» YOUR INSTRUCTIONS
Transcribe the listing below word for word but skip its images.

» TASK INPUTS
⟨
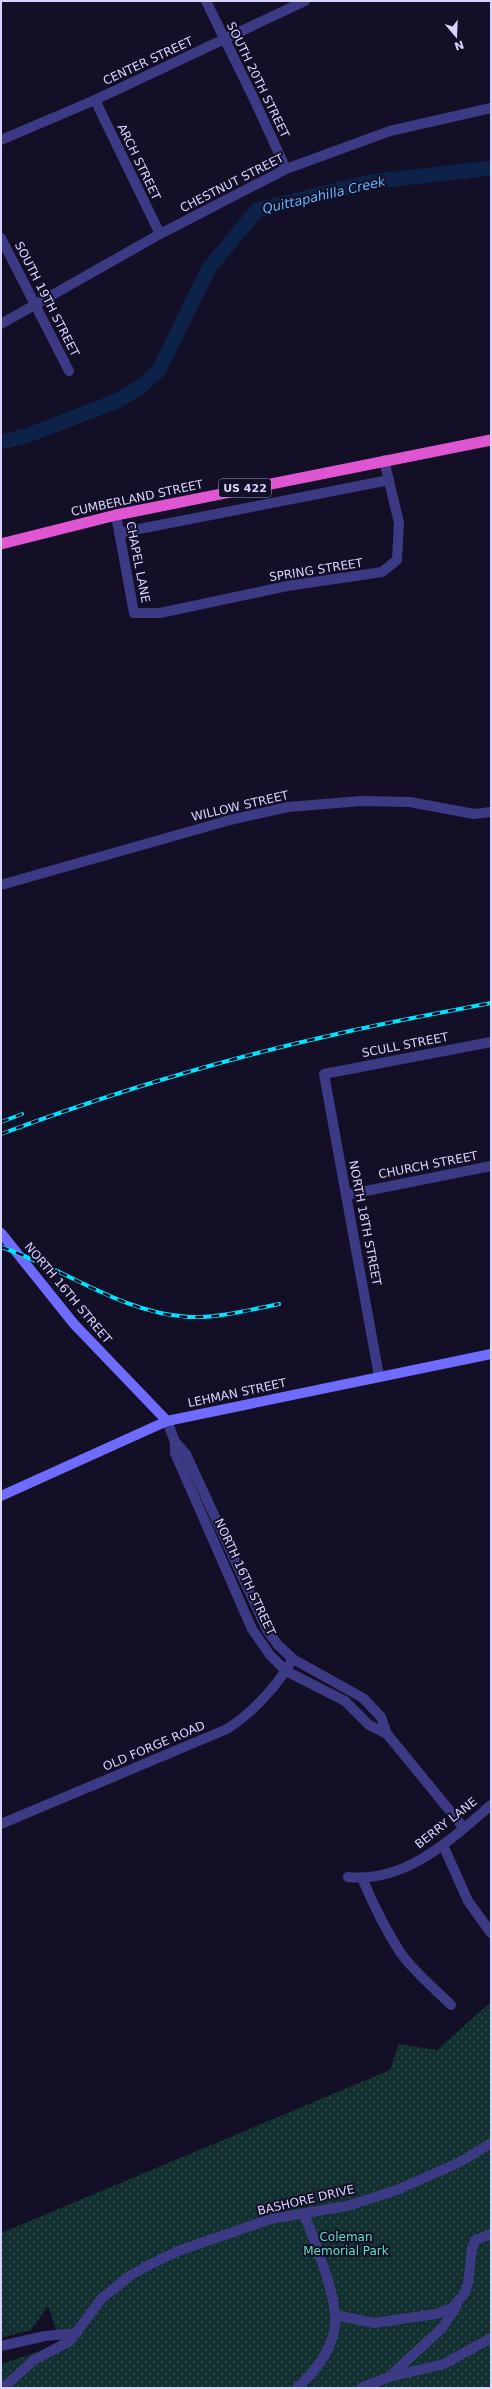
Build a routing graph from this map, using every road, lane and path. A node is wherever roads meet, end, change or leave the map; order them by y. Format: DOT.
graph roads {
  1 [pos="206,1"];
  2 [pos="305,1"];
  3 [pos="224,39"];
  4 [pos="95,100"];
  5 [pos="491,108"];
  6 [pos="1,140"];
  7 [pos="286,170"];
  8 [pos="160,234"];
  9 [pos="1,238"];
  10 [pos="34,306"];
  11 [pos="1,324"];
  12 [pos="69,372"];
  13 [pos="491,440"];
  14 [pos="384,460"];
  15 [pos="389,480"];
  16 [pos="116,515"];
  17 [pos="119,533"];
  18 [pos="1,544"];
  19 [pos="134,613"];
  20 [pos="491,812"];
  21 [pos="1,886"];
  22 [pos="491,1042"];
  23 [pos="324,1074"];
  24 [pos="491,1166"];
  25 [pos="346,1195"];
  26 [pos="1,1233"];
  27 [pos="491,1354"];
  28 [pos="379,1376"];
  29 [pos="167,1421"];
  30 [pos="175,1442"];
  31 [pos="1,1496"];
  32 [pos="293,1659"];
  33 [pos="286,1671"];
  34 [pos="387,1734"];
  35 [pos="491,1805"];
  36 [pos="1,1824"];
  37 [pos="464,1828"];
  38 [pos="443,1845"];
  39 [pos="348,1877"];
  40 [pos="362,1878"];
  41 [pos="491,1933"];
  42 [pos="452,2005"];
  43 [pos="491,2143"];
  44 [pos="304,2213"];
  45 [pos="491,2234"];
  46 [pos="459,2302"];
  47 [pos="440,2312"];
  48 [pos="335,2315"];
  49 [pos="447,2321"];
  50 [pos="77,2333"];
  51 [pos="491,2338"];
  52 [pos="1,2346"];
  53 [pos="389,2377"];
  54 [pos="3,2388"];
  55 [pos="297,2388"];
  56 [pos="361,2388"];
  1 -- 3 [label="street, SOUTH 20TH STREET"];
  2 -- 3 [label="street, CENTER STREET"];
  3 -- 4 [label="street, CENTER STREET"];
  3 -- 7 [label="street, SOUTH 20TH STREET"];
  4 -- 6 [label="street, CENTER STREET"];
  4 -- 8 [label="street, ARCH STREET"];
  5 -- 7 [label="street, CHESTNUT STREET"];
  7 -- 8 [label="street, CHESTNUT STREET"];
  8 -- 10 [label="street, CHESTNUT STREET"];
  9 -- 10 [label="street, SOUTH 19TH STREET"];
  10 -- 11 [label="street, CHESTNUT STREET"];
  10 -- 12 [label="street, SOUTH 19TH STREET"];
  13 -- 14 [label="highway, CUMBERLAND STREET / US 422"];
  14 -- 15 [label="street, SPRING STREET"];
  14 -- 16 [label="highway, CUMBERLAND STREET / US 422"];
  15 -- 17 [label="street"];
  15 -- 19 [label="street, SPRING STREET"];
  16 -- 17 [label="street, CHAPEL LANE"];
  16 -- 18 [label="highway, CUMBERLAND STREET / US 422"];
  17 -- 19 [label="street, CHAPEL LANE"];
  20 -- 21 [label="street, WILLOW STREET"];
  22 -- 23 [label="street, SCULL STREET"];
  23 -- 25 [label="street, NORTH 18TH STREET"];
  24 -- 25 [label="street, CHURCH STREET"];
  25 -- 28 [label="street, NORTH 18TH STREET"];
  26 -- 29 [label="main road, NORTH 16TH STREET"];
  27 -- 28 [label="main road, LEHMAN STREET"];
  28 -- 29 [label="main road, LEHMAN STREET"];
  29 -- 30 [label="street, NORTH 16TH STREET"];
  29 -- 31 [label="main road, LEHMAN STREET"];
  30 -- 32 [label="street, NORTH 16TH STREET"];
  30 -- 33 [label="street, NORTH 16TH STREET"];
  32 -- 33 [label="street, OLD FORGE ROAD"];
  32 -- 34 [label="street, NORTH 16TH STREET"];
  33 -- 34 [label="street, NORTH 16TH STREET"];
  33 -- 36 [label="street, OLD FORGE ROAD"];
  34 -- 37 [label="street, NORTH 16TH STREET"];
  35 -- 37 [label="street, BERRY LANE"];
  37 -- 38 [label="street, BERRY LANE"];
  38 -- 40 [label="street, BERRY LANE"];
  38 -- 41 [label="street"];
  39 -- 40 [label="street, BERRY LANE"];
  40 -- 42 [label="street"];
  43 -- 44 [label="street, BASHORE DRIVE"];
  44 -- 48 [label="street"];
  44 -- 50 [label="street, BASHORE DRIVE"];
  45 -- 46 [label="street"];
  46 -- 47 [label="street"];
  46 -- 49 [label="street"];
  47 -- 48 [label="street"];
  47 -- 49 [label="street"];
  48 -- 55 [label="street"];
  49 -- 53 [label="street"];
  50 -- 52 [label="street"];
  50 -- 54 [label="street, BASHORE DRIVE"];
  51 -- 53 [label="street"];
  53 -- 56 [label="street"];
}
⟩
» ANSWER TO THE EXERCISE
Build a routing graph from this map, using every road, lane and path. A node is wherever roads meet, end, change or leave the map; order them by y. Format: DOT.
graph roads {
  1 [pos="206,1"];
  2 [pos="305,1"];
  3 [pos="224,39"];
  4 [pos="95,100"];
  5 [pos="491,108"];
  6 [pos="1,140"];
  7 [pos="286,170"];
  8 [pos="160,234"];
  9 [pos="1,238"];
  10 [pos="34,306"];
  11 [pos="1,324"];
  12 [pos="69,372"];
  13 [pos="491,440"];
  14 [pos="384,460"];
  15 [pos="389,480"];
  16 [pos="116,515"];
  17 [pos="119,533"];
  18 [pos="1,544"];
  19 [pos="134,613"];
  20 [pos="491,812"];
  21 [pos="1,886"];
  22 [pos="491,1042"];
  23 [pos="324,1074"];
  24 [pos="491,1166"];
  25 [pos="346,1195"];
  26 [pos="1,1233"];
  27 [pos="491,1354"];
  28 [pos="379,1376"];
  29 [pos="167,1421"];
  30 [pos="175,1442"];
  31 [pos="1,1496"];
  32 [pos="293,1659"];
  33 [pos="286,1671"];
  34 [pos="387,1734"];
  35 [pos="491,1805"];
  36 [pos="1,1824"];
  37 [pos="464,1828"];
  38 [pos="443,1845"];
  39 [pos="348,1877"];
  40 [pos="362,1878"];
  41 [pos="491,1933"];
  42 [pos="452,2005"];
  43 [pos="491,2143"];
  44 [pos="304,2213"];
  45 [pos="491,2234"];
  46 [pos="459,2302"];
  47 [pos="440,2312"];
  48 [pos="335,2315"];
  49 [pos="447,2321"];
  50 [pos="77,2333"];
  51 [pos="491,2338"];
  52 [pos="1,2346"];
  53 [pos="389,2377"];
  54 [pos="3,2388"];
  55 [pos="297,2388"];
  56 [pos="361,2388"];
  1 -- 3 [label="street, SOUTH 20TH STREET"];
  2 -- 3 [label="street, CENTER STREET"];
  3 -- 4 [label="street, CENTER STREET"];
  3 -- 7 [label="street, SOUTH 20TH STREET"];
  4 -- 6 [label="street, CENTER STREET"];
  4 -- 8 [label="street, ARCH STREET"];
  5 -- 7 [label="street, CHESTNUT STREET"];
  7 -- 8 [label="street, CHESTNUT STREET"];
  8 -- 10 [label="street, CHESTNUT STREET"];
  9 -- 10 [label="street, SOUTH 19TH STREET"];
  10 -- 11 [label="street, CHESTNUT STREET"];
  10 -- 12 [label="street, SOUTH 19TH STREET"];
  13 -- 14 [label="highway, CUMBERLAND STREET / US 422"];
  14 -- 15 [label="street, SPRING STREET"];
  14 -- 16 [label="highway, CUMBERLAND STREET / US 422"];
  15 -- 17 [label="street"];
  15 -- 19 [label="street, SPRING STREET"];
  16 -- 17 [label="street, CHAPEL LANE"];
  16 -- 18 [label="highway, CUMBERLAND STREET / US 422"];
  17 -- 19 [label="street, CHAPEL LANE"];
  20 -- 21 [label="street, WILLOW STREET"];
  22 -- 23 [label="street, SCULL STREET"];
  23 -- 25 [label="street, NORTH 18TH STREET"];
  24 -- 25 [label="street, CHURCH STREET"];
  25 -- 28 [label="street, NORTH 18TH STREET"];
  26 -- 29 [label="main road, NORTH 16TH STREET"];
  27 -- 28 [label="main road, LEHMAN STREET"];
  28 -- 29 [label="main road, LEHMAN STREET"];
  29 -- 30 [label="street, NORTH 16TH STREET"];
  29 -- 31 [label="main road, LEHMAN STREET"];
  30 -- 32 [label="street, NORTH 16TH STREET"];
  30 -- 33 [label="street, NORTH 16TH STREET"];
  32 -- 33 [label="street, OLD FORGE ROAD"];
  32 -- 34 [label="street, NORTH 16TH STREET"];
  33 -- 34 [label="street, NORTH 16TH STREET"];
  33 -- 36 [label="street, OLD FORGE ROAD"];
  34 -- 37 [label="street, NORTH 16TH STREET"];
  35 -- 37 [label="street, BERRY LANE"];
  37 -- 38 [label="street, BERRY LANE"];
  38 -- 40 [label="street, BERRY LANE"];
  38 -- 41 [label="street"];
  39 -- 40 [label="street, BERRY LANE"];
  40 -- 42 [label="street"];
  43 -- 44 [label="street, BASHORE DRIVE"];
  44 -- 48 [label="street"];
  44 -- 50 [label="street, BASHORE DRIVE"];
  45 -- 46 [label="street"];
  46 -- 47 [label="street"];
  46 -- 49 [label="street"];
  47 -- 48 [label="street"];
  47 -- 49 [label="street"];
  48 -- 55 [label="street"];
  49 -- 53 [label="street"];
  50 -- 52 [label="street"];
  50 -- 54 [label="street, BASHORE DRIVE"];
  51 -- 53 [label="street"];
  53 -- 56 [label="street"];
}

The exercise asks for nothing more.